Getting Started

Disclaimer: Running the pipeline depends on installation of certain dependencies. Moving to docker containers is the long term solution for this. For now these tools must be previously installed:

Tool	Version
GCC	4.4.7
glibc	2.12
Java 7	jdk1.7.0_75
Java 8	jdk1.8.0_31
Python (must exist in PATH)	2.7.10
R (must exist in PATH)	3.5.0
Perl (must exist in PATH)	5.20.2
Node (must exist in PATH)	v6.10.1
Trimgalore	v0.2.5 (also needs to have paths to fastqc and cutadapt updated manually)
BWA	0.7.15-r1140
bedtools (must exist in PATH)	v2.26.0
Cutadapt	1.1
Fastqc	v0.10.1
Marianas	1.5
Waltz	2.0
Picard	picard-2.8.1.jar
Picard AddOrReplaceReadGroups	AddOrReplaceReadGroups-1.96.jar
Picard FixMateInformation	FixMateInformation.jar (1.96)
GATK	3.3.0
Abra	2.17

HG19 Reference fasta + fai
dbSNP & Millis_100G vcf + .vcf.idx files
Conda

Provenance

These CWL modules and python script originated from the Roslin pipeline at MSKCC.

Installation

Note: In these instructions, please replace 0.0.26 with the latest stable version of the pipeline (see the Releases page).

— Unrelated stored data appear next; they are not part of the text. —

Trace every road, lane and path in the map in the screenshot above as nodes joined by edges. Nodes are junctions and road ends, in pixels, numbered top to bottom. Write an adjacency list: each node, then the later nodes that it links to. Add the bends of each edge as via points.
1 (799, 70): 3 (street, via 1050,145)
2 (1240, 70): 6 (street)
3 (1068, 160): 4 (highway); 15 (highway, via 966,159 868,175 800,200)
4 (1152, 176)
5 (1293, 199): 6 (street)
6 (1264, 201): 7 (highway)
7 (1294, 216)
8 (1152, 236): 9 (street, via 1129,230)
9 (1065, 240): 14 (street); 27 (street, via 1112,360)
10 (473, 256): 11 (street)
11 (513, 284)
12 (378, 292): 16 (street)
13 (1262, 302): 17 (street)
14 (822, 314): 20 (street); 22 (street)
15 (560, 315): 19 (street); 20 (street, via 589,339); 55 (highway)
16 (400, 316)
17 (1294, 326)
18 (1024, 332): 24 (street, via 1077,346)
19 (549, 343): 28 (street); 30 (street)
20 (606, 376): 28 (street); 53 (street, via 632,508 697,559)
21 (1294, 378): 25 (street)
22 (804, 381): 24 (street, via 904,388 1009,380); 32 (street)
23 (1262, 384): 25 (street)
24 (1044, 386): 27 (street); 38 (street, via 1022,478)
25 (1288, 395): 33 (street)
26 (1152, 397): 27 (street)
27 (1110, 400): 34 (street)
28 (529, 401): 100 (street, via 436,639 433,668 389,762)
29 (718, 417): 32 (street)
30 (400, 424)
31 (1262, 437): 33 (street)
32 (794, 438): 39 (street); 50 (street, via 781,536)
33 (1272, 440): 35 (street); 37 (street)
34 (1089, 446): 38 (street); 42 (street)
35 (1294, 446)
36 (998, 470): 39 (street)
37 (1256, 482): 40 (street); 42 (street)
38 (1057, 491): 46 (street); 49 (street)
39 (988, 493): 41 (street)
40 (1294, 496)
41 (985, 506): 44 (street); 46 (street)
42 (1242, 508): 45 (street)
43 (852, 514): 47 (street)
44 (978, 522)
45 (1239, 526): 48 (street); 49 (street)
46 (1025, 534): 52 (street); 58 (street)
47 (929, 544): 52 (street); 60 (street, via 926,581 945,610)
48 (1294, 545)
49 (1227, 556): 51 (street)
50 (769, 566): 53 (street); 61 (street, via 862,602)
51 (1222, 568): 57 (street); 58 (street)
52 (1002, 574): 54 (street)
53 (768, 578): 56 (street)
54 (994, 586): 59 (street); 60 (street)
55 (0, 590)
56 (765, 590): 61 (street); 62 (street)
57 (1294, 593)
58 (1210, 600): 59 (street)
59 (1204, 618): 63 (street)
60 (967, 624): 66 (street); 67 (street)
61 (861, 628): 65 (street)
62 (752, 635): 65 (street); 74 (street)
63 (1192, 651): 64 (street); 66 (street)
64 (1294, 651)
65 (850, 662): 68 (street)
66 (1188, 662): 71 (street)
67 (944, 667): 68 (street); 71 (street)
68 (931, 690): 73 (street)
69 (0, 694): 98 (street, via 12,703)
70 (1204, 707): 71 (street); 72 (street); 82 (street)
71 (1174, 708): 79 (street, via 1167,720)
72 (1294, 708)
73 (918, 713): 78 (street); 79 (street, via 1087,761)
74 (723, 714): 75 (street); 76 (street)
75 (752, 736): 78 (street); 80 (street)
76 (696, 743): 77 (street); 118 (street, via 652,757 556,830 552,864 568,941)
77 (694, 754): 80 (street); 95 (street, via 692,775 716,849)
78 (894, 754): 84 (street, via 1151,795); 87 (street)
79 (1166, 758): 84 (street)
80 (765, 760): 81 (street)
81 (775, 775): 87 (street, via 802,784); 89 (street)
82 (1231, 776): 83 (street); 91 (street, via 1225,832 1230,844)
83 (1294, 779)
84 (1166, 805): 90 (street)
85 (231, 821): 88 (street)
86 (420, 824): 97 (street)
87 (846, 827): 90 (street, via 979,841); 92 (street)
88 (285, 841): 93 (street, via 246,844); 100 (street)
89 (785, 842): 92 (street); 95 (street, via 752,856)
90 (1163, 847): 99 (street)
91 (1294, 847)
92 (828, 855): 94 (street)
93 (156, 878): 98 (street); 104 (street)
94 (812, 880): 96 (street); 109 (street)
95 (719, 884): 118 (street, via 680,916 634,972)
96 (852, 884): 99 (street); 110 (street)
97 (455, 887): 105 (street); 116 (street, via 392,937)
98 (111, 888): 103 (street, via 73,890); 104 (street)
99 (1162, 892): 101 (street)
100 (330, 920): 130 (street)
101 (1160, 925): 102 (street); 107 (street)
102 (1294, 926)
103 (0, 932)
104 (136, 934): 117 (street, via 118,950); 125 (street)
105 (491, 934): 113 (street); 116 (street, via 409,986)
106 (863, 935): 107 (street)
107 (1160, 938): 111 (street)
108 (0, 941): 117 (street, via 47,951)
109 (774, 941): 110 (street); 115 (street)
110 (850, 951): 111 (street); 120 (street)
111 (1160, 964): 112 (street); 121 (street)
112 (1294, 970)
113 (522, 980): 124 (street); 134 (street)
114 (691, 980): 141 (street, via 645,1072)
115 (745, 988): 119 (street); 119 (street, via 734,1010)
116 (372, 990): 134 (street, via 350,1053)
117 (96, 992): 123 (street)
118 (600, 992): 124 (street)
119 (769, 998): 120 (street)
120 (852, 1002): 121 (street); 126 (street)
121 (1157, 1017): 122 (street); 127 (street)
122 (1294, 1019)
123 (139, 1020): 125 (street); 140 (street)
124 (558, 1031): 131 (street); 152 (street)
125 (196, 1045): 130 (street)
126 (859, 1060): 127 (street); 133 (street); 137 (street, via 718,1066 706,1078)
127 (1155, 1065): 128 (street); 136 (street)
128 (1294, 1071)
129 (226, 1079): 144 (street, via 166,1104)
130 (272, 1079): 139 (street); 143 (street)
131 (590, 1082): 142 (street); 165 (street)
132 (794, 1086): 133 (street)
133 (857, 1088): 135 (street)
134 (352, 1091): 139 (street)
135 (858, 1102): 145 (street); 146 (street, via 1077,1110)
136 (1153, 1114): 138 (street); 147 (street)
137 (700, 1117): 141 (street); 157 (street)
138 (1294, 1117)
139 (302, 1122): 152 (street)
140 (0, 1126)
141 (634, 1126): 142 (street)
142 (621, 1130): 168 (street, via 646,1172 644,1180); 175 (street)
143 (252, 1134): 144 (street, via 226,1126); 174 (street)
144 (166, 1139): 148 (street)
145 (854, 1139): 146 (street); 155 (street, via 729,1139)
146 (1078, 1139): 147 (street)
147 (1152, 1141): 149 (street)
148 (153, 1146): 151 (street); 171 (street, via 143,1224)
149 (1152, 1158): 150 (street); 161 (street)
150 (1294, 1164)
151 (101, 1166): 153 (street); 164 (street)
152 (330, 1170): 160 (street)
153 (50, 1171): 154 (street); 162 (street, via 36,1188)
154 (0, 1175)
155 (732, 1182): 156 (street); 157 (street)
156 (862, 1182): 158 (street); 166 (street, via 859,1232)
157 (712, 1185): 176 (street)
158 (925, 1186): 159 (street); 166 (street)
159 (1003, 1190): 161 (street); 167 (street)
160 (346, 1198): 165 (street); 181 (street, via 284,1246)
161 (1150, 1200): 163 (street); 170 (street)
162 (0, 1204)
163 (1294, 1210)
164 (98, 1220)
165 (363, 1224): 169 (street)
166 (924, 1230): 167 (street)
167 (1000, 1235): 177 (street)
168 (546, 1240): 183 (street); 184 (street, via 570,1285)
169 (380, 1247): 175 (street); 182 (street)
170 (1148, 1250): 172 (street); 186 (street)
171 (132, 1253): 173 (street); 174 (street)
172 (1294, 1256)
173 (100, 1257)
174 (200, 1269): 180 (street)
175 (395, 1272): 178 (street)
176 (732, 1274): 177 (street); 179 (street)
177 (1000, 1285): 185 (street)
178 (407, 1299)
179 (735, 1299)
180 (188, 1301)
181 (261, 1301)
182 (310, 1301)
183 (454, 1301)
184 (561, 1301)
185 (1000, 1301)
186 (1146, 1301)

1. Copy the latest release of the pipeline

(Make sure your virtualenv is active)

$ git clone https://github.com/mskcc/ACCESS-Pipeline.git --branch 0.0.26

2. Run the installation

This will create a new Conda environment, and install the pipeline and its dependencies

$ ./setup.sh

3. Update your environment variables:

Use the following script to get LUNA-specific environment variables for Toil and ACCESS dependencies

(ACCESS) ~$ source ~/ACCESS-Pipeline/python_tools/pipeline_kickoff/workspace_init.sh

Additional setup steps, if not on LUNA:

1. Copy the test data

It should be possible to use full-sized reference fasta, fai, bwt, dict, vcf, and vcf.idx files, but smaller test versions are located here on Luna:

(access_pipeline_0.0.26) ~$ cp -r /home/johnsoni/test_reference .

2. Update the run variables

If you are not on LUNA, you will need to contact johnsoni@mskcc.org or patelj1@mskcc.org for the latest ACCESS-specific interval lists, and get access to all of the required resources that are referenced in these files:

/resources/run_tools/luna.yaml

/resources/run_files/test.yaml
/resources/run_files/production.yaml

/resources/run_params/test.yaml
/resources/run_params/production.yaml

And then update the paths to these variables.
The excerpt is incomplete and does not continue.